R.C. Sproul's Blog, page 583

June 9, 2011

Repenting and Continuing to Repent

Can someone be damned if they repented and continue to repent of their sins?


Of course. Even Judas was sorrowful over his sin, according to the Bible. The world is full of people who are disgusted at at least some of their sins, who seek to put particular sins behind them. This kind of sorrow is not how we have peace with God. While repentance is intimately connected to how and why God forgives us, it is not at all by itself a sufficient cause.


Properly speaking that repentance which “saves” is not merely a turning from, but is a turning to. We have peace with God because Jesus suffered the wrath of the Father that is due to us for our sin, and because He lived a perfect life.  The work of Christ becomes ours when we, because of the work of the Holy Spirit in first regenerating us, repent and believe, or trust in the work of Christ. If we so trust all our sins are forgiven, because they have already been punished.
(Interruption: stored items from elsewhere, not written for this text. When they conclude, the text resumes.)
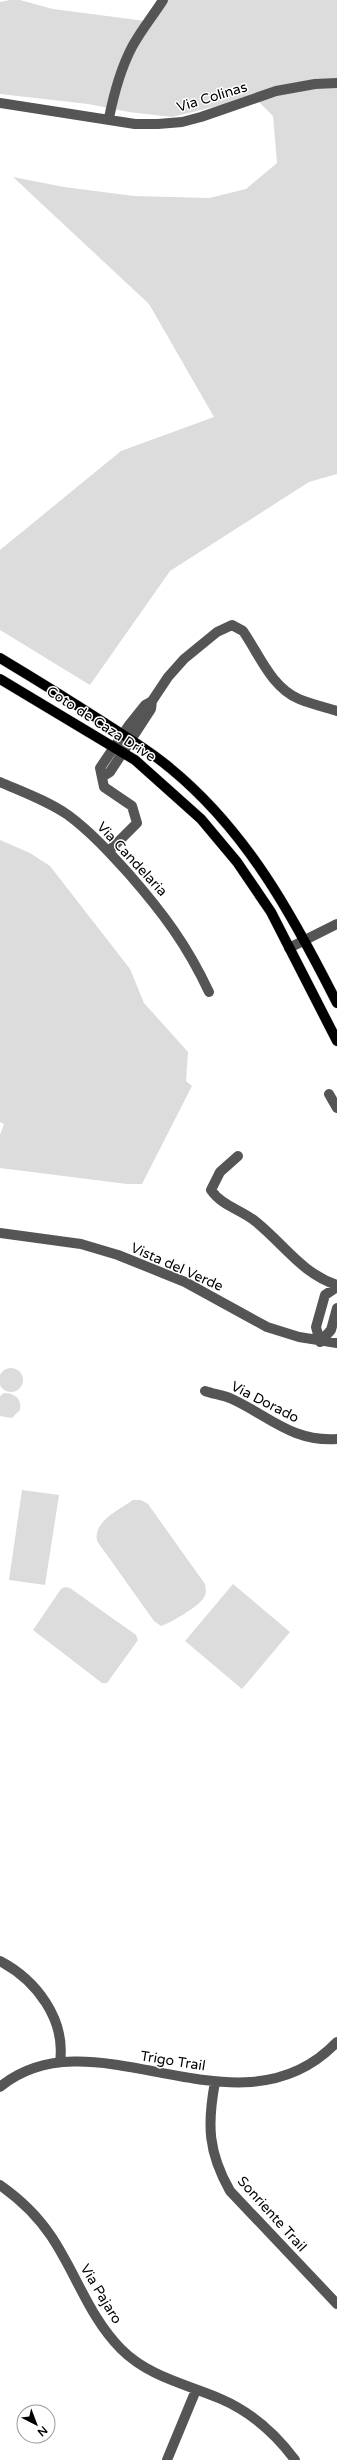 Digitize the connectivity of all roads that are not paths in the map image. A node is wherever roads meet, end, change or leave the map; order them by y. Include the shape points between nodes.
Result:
1 (163, 0) edge
2 (337, 83) edge
3 (0, 103) edge
4 (109, 118) junction
5 (0, 658) edge
6 (0, 679) edge
7 (337, 710) edge
8 (126, 736) junction
9 (113, 746) junction
10 (122, 752) junction
11 (102, 777) junction
12 (0, 782) edge
13 (109, 851) junction
14 (337, 924) edge
15 (305, 940) junction
16 (290, 948) junction
17 (209, 992) dead end
18 (337, 1003) edge
19 (337, 1041) edge
20 (329, 1094) dead end
21 (337, 1108) edge
22 (238, 1156) dead end
23 (0, 1233) edge
24 (337, 1286) edge
25 (337, 1308) edge
26 (320, 1342) junction
27 (337, 1343) edge
28 (205, 1391) dead end
29 (337, 1439) edge
30 (0, 1961) edge
31 (337, 2042) edge
32 (60, 2062) junction
33 (215, 2082) junction
34 (0, 2087) edge
35 (0, 2185) edge
36 (337, 2304) edge
37 (196, 2390) junction
38 (167, 2460) edge
39 (295, 2460) edge

1 - 4 street via 124,63
2 - 4 street, Via Colinas via 276,91 182,122 135,124
3 - 4 street, Via Colinas
5 - 8 main road, Coto de Caza Drive
6 - 9 main road, Coto de Caza Drive
7 - 8 street via 297,698 282,686 267,670 243,631 232,625 217,632 184,658 152,701 151,709
8 - 9 street
8 - 10 street
8 - 15 main road, Coto de Caza Drive via 171,768 218,813 257,862
9 - 10 main road, Coto de Caza Drive
9 - 11 street via 100,768
10 - 11 street via 110,772
10 - 16 main road, Coto de Caza Drive via 143,766 182,800 217,836 255,887
11 - 13 street via 104,787 132,806 137,823
12 - 13 street, Via Candelaria via 68,815
13 - 17 street, Via Candelaria via 168,920 192,956
14 - 15 street
15 - 16 street
15 - 18 main road, Coto de Caza Drive
16 - 19 main road, Coto de Caza Drive
20 - 21 street
22 - 24 street via 220,1172 210,1190 219,1200 254,1220 303,1268 320,1280
23 - 26 street, Vista del Verde via 81,1244 118,1255 185,1282 267,1327
24 - 26 street via 325,1295 316,1327
25 - 26 street via 331,1330
26 - 27 street, Vista del Verde
28 - 29 street, Via Dorado via 231,1399 294,1434 323,1440
30 - 32 street via 25,1977 50,2010 62,2048
31 - 33 street, Trigo Trail via 309,2064 271,2080 253,2083
32 - 33 street, Trigo Trail via 100,2064
32 - 34 street, Trigo Trail via 39,2066
33 - 36 street, Sonriente Trail via 209,2130 221,2175 230,2191
35 - 37 street, Via Pajaro via 35,2214 52,2236 99,2323 121,2350 167,2380
37 - 38 street
37 - 39 street, Via Pajaro via 245,2412 266,2427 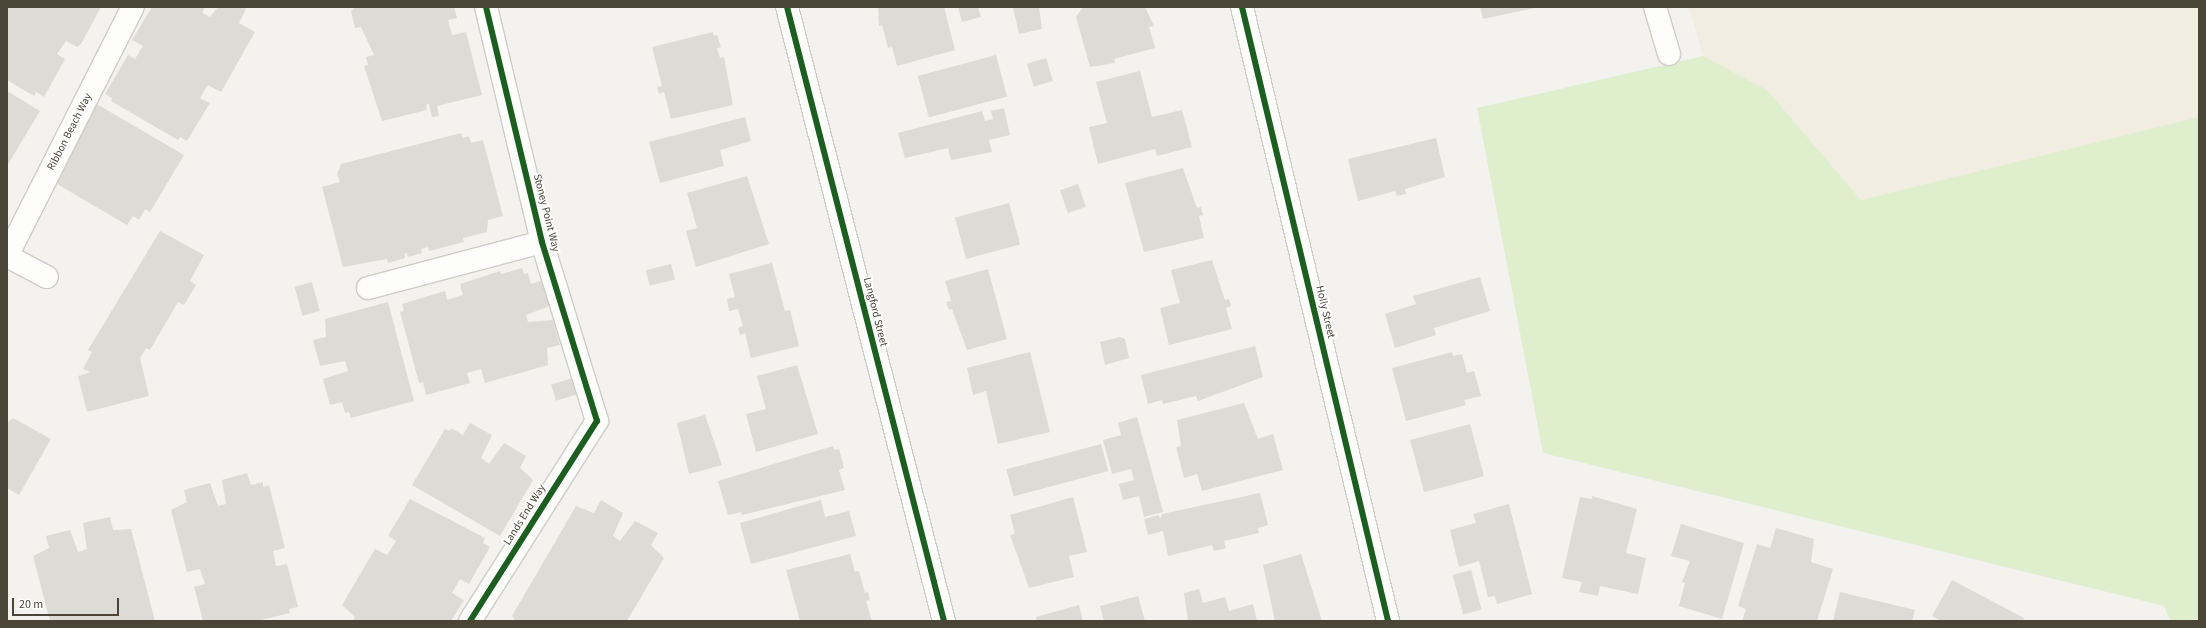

This describes all our sins, past, present and future.


If our repentance includes turning to the finished work of Christ, if it includes trusting in His life and atoning death, the promise of God is that we will indeed be forgive (I John 1:9). Because His promises are true, we can and must trust them.


We do, of course, continue to sin. Satan, the accuser, delights to make much of this. He loves to rub our faces in our sins, to tell us that sinners such as we surely cannot be saved. If our response to this kind of assault is to deny the reality of our sin, he wins. If our response on the other hand is to wallow in our sin, he wins. The right response is, “I am a sinner. Worse even than you know Satan. But my Father sees me as pure and whole, a spotless bride, because He has dressed me in the perfect righteousness of His Son.” Telling the devil, “No, I am good” invites more attack. Telling the devil, “Yes, I am evil” only invites more attack. Telling the devil, “Jesus is righteous and I am in Him” will make him flee.


When we diminish our sin, we foolishly rest in ourselves. When we despair in our sins we foolishly diminish His grace. Our calling is to own our sin, to plum its depths, but then to know that God’s grace in Christ is greater still. Deep sorrow and repentance followed by deep confidence in His grace will lead to deep and immovable joy.


Continue to repent. We do so not because our future sins are not forgiven, but so that we might nor presume upon that grace, that we might rejoice in our forgiveness. Let us all, however, also continue to repent for our unbelief in His grace. When God says “I forgive you and I love you” to respond “I don’t believe you” is pure folly, To respond “I’m not worthy” is to belabor the obvious. To respond “Thank you” is to grasp the Good News.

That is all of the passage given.